Task requirements>
Write out the records again exactly. Nothing should be dropped.

[Collected data]
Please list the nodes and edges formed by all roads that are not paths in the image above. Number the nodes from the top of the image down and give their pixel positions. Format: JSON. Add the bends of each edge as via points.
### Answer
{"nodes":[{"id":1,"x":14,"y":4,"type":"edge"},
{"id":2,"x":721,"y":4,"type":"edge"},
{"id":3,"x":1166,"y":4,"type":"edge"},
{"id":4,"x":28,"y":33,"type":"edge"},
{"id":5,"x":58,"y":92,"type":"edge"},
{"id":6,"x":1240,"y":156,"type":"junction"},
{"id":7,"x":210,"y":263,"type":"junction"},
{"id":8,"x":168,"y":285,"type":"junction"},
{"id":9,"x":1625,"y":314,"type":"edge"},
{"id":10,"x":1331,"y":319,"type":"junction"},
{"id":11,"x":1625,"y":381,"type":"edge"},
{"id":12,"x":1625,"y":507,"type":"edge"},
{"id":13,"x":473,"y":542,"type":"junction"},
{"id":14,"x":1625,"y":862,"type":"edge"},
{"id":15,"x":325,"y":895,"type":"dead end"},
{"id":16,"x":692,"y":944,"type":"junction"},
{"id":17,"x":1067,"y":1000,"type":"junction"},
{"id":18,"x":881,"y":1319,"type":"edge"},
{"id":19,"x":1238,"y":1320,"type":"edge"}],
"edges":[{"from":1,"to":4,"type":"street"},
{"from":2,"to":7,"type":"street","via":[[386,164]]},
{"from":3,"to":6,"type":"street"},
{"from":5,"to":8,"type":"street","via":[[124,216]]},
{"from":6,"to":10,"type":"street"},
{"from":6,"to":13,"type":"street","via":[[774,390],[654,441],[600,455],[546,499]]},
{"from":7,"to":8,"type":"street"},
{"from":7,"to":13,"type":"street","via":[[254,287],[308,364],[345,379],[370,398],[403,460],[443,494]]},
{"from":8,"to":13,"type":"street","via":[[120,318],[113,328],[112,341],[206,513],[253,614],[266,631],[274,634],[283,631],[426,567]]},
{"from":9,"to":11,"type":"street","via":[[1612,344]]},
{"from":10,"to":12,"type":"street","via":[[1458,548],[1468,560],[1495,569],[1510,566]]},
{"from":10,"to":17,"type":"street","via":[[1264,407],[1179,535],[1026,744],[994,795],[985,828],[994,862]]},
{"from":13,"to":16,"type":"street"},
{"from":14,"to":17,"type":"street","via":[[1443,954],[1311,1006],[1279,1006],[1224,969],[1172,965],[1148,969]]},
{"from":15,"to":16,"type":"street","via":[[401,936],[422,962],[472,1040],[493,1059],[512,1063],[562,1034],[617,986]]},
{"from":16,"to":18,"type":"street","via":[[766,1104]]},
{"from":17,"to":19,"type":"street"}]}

Response to this exercise>
Please list the nodes and edges formed by all roads that are not paths in the image above. Number the nodes from the top of the image down and give their pixel positions. Format: JSON. Add the bends of each edge as via points.
### Answer
{"nodes":[{"id":1,"x":14,"y":4,"type":"edge"},
{"id":2,"x":721,"y":4,"type":"edge"},
{"id":3,"x":1166,"y":4,"type":"edge"},
{"id":4,"x":28,"y":33,"type":"edge"},
{"id":5,"x":58,"y":92,"type":"edge"},
{"id":6,"x":1240,"y":156,"type":"junction"},
{"id":7,"x":210,"y":263,"type":"junction"},
{"id":8,"x":168,"y":285,"type":"junction"},
{"id":9,"x":1625,"y":314,"type":"edge"},
{"id":10,"x":1331,"y":319,"type":"junction"},
{"id":11,"x":1625,"y":381,"type":"edge"},
{"id":12,"x":1625,"y":507,"type":"edge"},
{"id":13,"x":473,"y":542,"type":"junction"},
{"id":14,"x":1625,"y":862,"type":"edge"},
{"id":15,"x":325,"y":895,"type":"dead end"},
{"id":16,"x":692,"y":944,"type":"junction"},
{"id":17,"x":1067,"y":1000,"type":"junction"},
{"id":18,"x":881,"y":1319,"type":"edge"},
{"id":19,"x":1238,"y":1320,"type":"edge"}],
"edges":[{"from":1,"to":4,"type":"street"},
{"from":2,"to":7,"type":"street","via":[[386,164]]},
{"from":3,"to":6,"type":"street"},
{"from":5,"to":8,"type":"street","via":[[124,216]]},
{"from":6,"to":10,"type":"street"},
{"from":6,"to":13,"type":"street","via":[[774,390],[654,441],[600,455],[546,499]]},
{"from":7,"to":8,"type":"street"},
{"from":7,"to":13,"type":"street","via":[[254,287],[308,364],[345,379],[370,398],[403,460],[443,494]]},
{"from":8,"to":13,"type":"street","via":[[120,318],[113,328],[112,341],[206,513],[253,614],[266,631],[274,634],[283,631],[426,567]]},
{"from":9,"to":11,"type":"street","via":[[1612,344]]},
{"from":10,"to":12,"type":"street","via":[[1458,548],[1468,560],[1495,569],[1510,566]]},
{"from":10,"to":17,"type":"street","via":[[1264,407],[1179,535],[1026,744],[994,795],[985,828],[994,862]]},
{"from":13,"to":16,"type":"street"},
{"from":14,"to":17,"type":"street","via":[[1443,954],[1311,1006],[1279,1006],[1224,969],[1172,965],[1148,969]]},
{"from":15,"to":16,"type":"street","via":[[401,936],[422,962],[472,1040],[493,1059],[512,1063],[562,1034],[617,986]]},
{"from":16,"to":18,"type":"street","via":[[766,1104]]},
{"from":17,"to":19,"type":"street"}]}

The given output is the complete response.